== DATA PROVIDED ==

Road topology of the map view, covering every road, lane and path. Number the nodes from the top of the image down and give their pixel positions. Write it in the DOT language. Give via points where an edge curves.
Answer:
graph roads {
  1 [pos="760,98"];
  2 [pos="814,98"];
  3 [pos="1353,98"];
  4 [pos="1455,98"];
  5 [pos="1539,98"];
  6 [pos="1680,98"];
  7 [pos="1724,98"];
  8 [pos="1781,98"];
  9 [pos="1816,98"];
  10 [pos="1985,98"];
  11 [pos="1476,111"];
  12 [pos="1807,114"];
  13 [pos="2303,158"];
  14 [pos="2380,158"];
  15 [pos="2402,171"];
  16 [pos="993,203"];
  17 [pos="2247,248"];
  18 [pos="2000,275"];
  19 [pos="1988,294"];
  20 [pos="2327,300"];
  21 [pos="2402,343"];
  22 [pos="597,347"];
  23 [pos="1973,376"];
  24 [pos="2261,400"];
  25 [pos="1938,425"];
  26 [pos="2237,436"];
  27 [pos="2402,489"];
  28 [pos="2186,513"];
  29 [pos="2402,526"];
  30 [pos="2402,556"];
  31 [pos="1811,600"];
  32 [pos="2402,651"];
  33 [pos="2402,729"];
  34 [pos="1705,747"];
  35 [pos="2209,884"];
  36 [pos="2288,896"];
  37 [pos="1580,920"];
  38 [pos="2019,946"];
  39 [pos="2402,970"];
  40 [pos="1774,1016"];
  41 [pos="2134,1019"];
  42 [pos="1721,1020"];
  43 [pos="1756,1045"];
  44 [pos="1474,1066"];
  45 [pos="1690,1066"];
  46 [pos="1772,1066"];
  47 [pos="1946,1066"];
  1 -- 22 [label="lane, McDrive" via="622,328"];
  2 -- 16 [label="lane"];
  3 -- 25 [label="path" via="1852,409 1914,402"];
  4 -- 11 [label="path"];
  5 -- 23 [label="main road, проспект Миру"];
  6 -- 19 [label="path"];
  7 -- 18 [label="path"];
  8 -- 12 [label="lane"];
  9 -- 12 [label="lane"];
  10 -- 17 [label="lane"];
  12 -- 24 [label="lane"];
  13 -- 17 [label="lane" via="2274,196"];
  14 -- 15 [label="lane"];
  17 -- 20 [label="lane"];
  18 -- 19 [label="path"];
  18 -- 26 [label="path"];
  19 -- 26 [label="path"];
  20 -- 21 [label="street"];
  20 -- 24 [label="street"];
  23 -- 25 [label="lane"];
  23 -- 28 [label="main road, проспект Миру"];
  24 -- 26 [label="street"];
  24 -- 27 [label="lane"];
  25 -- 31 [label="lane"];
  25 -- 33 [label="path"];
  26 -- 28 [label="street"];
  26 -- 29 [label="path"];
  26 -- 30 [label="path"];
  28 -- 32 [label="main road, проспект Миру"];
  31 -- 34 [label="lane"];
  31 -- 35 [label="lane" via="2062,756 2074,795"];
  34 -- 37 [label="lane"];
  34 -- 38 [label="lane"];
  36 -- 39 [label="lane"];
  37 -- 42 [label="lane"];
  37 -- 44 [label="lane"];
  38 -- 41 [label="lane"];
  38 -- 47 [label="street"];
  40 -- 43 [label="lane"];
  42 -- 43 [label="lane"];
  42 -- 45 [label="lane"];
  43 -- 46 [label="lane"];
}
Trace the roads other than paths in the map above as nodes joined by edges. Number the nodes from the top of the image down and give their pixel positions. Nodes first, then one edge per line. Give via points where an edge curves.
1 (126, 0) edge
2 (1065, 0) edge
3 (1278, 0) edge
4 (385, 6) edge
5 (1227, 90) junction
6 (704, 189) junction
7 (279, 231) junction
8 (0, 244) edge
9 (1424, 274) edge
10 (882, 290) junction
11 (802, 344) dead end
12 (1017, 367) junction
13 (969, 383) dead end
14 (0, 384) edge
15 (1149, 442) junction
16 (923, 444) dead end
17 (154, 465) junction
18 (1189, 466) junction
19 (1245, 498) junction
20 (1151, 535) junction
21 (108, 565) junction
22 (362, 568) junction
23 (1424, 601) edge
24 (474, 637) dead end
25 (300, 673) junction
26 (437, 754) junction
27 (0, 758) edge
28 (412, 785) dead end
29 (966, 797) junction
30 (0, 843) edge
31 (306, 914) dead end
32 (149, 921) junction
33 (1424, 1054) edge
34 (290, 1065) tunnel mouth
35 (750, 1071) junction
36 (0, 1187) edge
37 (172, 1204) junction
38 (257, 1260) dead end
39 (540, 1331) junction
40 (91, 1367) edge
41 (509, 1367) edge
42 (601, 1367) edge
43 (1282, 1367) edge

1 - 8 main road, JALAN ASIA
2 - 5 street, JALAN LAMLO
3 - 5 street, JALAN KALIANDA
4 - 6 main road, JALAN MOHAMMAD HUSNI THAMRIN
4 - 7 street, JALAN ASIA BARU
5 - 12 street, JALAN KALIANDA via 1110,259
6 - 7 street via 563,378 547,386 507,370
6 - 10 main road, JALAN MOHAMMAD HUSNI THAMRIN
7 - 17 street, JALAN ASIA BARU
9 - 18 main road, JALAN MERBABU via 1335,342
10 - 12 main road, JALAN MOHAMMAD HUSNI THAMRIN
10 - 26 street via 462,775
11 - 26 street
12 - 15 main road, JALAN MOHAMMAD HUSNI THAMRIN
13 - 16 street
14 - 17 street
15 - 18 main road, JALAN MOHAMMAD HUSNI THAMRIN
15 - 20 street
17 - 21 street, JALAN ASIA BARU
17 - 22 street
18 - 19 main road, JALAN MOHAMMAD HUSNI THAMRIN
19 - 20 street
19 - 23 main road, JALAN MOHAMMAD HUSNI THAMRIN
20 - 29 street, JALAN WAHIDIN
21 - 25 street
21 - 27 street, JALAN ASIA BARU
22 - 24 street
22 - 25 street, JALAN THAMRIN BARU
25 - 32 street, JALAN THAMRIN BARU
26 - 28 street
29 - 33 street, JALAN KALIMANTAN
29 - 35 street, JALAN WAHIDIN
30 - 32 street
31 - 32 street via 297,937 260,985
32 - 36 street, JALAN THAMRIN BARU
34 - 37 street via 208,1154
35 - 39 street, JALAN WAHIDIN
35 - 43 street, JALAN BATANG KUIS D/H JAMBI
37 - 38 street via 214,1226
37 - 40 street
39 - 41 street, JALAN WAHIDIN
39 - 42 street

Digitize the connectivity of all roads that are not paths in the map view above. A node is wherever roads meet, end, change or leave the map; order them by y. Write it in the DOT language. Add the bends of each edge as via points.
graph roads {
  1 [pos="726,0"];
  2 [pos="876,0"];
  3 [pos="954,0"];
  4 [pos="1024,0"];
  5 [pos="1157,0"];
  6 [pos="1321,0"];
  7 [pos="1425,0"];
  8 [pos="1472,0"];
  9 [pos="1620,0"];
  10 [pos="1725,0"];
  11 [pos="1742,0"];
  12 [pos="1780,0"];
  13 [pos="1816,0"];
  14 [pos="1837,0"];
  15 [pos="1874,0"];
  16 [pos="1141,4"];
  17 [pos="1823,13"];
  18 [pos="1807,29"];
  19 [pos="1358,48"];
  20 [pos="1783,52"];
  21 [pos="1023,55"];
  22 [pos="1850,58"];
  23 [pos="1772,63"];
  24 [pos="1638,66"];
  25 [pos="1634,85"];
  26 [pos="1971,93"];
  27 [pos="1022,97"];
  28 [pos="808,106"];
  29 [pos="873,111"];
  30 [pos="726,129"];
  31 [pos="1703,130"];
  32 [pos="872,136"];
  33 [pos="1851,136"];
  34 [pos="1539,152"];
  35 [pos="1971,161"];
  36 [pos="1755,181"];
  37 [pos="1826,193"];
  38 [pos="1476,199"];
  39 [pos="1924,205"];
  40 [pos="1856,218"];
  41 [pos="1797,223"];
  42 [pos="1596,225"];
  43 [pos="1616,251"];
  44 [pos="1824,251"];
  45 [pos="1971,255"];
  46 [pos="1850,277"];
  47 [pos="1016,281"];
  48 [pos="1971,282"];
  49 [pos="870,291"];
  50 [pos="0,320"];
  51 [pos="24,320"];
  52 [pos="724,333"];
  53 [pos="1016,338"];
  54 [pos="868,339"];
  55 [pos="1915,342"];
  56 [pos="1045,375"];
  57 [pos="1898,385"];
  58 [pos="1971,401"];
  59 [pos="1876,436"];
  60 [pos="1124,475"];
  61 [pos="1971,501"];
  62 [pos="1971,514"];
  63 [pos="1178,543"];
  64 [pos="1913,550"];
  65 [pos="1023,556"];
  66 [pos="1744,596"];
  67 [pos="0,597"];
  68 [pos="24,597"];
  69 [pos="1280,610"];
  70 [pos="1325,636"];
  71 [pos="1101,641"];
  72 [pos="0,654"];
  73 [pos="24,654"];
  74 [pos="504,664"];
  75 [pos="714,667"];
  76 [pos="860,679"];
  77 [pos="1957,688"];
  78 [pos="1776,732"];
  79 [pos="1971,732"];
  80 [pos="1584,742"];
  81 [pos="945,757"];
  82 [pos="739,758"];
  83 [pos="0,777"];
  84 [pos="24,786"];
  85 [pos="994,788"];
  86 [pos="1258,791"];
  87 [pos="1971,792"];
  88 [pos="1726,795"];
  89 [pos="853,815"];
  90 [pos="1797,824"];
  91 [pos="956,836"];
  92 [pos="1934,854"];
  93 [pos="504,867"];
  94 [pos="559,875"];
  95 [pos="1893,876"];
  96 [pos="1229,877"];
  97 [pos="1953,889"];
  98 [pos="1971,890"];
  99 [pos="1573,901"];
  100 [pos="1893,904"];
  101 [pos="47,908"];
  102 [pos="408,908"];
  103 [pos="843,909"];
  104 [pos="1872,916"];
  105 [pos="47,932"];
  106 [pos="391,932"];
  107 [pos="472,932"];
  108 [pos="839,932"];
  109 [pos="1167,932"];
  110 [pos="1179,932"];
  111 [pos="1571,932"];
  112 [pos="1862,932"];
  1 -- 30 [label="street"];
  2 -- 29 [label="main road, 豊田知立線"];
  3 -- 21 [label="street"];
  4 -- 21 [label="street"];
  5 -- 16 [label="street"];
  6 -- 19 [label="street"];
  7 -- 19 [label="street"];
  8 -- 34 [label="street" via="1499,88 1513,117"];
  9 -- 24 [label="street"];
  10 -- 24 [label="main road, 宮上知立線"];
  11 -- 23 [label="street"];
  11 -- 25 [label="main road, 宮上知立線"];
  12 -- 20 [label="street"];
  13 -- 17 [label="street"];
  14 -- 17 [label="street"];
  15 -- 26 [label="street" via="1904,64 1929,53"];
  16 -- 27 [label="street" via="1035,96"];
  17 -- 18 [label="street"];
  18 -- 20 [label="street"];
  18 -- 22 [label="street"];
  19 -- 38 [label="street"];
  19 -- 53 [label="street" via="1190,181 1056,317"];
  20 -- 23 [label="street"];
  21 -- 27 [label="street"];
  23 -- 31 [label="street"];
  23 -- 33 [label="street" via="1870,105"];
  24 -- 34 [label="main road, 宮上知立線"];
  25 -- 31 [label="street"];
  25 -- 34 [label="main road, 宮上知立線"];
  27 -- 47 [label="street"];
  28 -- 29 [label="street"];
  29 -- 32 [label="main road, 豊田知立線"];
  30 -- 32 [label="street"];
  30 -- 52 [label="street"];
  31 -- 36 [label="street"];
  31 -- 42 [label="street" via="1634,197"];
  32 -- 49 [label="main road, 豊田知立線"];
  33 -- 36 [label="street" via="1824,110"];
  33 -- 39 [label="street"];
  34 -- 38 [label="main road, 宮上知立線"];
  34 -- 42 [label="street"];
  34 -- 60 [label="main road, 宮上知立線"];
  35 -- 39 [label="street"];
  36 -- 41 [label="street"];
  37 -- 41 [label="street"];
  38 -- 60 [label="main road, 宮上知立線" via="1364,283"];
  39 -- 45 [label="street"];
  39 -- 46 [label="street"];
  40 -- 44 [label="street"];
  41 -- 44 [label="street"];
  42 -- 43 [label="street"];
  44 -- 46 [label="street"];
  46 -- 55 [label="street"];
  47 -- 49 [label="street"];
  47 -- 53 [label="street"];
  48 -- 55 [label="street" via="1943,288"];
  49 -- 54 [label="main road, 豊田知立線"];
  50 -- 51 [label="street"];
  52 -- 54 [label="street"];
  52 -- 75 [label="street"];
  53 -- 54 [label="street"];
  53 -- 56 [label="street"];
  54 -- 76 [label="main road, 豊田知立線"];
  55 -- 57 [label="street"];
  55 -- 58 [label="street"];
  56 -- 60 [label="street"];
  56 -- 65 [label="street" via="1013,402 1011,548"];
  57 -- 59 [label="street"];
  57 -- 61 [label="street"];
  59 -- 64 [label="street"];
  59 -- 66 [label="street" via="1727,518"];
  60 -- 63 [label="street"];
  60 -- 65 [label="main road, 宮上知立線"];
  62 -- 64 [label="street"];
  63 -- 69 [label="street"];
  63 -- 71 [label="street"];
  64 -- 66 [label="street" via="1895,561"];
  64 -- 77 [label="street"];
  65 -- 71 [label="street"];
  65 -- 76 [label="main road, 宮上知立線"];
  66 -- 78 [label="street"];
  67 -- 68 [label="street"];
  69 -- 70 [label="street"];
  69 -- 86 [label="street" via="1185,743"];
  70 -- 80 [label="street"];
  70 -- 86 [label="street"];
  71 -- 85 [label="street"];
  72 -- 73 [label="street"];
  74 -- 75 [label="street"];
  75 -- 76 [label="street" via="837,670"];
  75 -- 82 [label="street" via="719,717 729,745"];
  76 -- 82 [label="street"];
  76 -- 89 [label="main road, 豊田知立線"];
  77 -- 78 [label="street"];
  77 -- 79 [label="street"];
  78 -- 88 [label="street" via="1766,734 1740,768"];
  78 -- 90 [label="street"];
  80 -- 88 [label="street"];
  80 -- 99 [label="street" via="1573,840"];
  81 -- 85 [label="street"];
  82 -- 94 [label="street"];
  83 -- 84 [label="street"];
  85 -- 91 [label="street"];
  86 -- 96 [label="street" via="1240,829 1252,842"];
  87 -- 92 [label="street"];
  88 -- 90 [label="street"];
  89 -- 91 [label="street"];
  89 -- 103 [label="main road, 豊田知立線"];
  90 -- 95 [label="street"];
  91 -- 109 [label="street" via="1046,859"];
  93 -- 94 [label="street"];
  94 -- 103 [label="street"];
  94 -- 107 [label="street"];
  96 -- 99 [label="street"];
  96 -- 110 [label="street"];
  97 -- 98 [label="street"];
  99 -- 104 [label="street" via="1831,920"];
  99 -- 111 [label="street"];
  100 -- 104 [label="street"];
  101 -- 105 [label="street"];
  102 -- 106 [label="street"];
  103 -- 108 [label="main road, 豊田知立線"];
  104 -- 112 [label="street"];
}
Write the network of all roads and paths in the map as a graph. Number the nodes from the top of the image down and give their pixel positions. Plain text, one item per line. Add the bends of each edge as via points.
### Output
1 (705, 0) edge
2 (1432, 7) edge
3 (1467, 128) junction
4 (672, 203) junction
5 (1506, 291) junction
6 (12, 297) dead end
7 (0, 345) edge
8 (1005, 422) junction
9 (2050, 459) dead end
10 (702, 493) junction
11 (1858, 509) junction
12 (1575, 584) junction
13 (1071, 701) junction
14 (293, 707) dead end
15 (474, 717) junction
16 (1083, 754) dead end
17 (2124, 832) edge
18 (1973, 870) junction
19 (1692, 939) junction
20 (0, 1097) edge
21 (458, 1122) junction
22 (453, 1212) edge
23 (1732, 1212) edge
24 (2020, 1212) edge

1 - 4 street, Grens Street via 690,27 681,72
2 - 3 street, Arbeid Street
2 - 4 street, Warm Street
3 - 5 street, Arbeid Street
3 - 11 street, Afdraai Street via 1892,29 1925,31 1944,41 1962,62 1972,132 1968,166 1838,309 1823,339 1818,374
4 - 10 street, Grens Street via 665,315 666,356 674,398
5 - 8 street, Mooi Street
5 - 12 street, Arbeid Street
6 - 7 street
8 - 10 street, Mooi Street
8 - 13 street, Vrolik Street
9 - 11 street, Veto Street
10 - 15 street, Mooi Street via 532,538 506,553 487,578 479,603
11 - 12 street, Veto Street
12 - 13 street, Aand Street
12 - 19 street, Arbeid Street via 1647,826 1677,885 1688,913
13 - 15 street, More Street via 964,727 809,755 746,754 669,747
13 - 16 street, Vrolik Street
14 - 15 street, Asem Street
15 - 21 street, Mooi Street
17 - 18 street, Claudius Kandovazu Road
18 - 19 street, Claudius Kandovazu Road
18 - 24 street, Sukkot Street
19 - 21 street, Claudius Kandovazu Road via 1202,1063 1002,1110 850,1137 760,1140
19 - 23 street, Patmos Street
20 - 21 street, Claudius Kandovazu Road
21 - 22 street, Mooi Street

===

ASSIGNMENT - Filter the entries above down to the lines that hold the word "give", and copy those lines.

PROBLEM SOLUTION -
Road topology of the map view, covering every road, lane and path. Number the nodes from the top of the image down and give their pixel positions. Write it in the DOT language. Give via points where an edge curves.
Trace the roads other than paths in the map above as nodes joined by edges. Number the nodes from the top of the image down and give their pixel positions. Nodes first, then one edge per line. Give via points where an edge curves.
Write the network of all roads and paths in the map as a graph. Number the nodes from the top of the image down and give their pixel positions. Plain text, one item per line. Add the bends of each edge as via points.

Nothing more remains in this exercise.